Everybody stayed on the bed! Amazing, that is.
The only dream of note, which went on for too long, was that time during the Years of Zorn and Tharn when I had to run away with, more or less, the clothes on my back. Except it was the present. And I had to take two of my coworkers with me, which made things nicer, certainly, in a shared anxiety kind of way.
(Sometimes I wonder if my coworkers in my dreams are actually the cows in disguise, because it’s literally always the same two, if my coworkers are involved at all.)
This time I also had more experience with what to do, where to go, what to bring, and a more intimate-than-I’d-like relationship with the local airport.
I don’t really like this dream, but then again, it’s not my parents directly. And it’s a surprisingly rare instance of dreaming, given this weekend….

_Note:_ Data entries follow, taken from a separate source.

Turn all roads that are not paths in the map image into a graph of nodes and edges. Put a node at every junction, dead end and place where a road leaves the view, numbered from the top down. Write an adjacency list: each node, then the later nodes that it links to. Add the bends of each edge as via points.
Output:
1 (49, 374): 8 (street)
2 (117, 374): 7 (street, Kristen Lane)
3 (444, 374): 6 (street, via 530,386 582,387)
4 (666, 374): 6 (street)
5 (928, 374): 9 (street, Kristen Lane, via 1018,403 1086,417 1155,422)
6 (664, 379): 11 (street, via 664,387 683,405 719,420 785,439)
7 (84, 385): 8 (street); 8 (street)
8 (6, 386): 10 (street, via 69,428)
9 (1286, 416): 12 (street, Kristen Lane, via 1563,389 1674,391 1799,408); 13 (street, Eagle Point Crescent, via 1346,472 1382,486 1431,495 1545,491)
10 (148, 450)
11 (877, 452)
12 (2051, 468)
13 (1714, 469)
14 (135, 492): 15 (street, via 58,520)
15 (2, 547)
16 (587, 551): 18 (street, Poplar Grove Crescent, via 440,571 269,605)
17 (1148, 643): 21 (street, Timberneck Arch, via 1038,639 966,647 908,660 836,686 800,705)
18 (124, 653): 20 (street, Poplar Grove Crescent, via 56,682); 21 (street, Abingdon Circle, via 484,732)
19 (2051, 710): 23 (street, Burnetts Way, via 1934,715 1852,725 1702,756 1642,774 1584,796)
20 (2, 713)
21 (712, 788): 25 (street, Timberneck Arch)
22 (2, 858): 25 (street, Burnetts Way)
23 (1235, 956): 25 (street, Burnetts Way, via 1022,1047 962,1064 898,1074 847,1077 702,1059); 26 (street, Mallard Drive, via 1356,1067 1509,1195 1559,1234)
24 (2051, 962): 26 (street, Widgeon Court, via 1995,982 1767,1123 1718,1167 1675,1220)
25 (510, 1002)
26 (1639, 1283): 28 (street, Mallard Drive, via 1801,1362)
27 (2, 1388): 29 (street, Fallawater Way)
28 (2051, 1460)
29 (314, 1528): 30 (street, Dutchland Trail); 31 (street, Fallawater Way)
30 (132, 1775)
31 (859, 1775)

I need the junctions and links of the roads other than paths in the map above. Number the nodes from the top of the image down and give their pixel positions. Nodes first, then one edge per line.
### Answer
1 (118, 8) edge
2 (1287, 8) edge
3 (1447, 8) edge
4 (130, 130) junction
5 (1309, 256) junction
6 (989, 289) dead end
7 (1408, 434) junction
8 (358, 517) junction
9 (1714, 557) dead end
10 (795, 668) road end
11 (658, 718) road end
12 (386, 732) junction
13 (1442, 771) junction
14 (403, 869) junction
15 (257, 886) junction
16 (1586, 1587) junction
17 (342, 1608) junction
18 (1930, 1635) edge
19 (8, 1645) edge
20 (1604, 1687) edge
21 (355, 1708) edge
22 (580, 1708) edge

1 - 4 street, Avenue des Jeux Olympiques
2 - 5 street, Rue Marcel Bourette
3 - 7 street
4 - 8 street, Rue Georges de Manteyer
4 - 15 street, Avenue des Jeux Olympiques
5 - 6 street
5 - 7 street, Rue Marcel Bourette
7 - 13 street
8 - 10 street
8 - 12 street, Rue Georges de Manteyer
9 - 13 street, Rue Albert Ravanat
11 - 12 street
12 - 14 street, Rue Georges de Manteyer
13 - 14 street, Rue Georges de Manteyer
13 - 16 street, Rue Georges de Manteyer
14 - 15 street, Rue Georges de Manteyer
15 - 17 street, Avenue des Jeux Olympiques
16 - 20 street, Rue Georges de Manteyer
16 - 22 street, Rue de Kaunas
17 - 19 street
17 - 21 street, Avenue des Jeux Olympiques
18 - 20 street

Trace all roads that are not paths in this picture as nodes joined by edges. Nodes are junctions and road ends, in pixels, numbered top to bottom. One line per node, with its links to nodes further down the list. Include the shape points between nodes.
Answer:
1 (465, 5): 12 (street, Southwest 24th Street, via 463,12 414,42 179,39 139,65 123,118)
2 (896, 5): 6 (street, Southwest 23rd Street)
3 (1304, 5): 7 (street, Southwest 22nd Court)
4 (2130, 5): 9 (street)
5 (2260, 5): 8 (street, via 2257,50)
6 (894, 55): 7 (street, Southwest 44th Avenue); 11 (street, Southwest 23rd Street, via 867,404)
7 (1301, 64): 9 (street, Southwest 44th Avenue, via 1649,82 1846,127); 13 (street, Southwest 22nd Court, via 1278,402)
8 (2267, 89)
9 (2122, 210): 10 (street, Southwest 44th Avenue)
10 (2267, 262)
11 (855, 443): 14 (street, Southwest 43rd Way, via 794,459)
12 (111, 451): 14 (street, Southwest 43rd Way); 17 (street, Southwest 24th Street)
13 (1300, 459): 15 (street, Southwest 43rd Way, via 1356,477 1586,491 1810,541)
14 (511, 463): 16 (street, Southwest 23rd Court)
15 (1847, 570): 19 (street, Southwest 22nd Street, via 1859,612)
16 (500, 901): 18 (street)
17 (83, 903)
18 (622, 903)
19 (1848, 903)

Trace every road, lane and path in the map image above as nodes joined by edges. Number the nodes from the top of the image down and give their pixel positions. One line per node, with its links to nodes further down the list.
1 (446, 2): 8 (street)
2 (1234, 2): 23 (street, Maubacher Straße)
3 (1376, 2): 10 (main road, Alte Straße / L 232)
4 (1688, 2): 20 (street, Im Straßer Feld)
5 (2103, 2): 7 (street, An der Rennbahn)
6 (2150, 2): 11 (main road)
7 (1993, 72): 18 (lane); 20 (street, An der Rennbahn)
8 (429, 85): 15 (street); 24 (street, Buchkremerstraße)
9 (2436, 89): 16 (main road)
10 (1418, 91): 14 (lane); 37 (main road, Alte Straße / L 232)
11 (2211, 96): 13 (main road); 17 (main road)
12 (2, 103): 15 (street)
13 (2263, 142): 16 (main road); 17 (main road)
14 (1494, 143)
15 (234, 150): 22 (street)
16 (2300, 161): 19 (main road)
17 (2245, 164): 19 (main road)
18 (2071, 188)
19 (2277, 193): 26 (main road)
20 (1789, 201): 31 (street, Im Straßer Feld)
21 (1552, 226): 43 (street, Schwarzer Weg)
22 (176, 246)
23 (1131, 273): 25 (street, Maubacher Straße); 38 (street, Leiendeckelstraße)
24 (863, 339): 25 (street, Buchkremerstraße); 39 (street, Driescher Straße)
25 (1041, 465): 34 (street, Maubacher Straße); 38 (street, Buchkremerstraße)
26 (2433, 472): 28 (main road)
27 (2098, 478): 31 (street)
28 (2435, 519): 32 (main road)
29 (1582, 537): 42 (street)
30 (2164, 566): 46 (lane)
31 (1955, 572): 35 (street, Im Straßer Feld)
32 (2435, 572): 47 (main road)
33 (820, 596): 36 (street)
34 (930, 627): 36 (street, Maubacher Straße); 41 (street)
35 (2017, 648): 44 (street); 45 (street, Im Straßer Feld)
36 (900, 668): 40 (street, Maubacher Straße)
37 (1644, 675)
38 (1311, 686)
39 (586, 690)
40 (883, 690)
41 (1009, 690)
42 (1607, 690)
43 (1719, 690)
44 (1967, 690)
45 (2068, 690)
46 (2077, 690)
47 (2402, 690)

My weekend has consisted of oncall and sleeping, and nothing else: like a lion in the Serengeti, I have to conserve my energy for the next big hunt. And the next. And the next. And the next. I haven’t been able to do the sleeping part for quite some time until now; I think the last time was a month before the summer of hell started.
I hope it’ll be a nice quiet time before the next period of PTSD hell. Hm. Let’s not think about that. Not that this will necessarily stop it, but dammit, denial must work part of the time.
And now… I guess breakfast, then sleep or oncall, depending.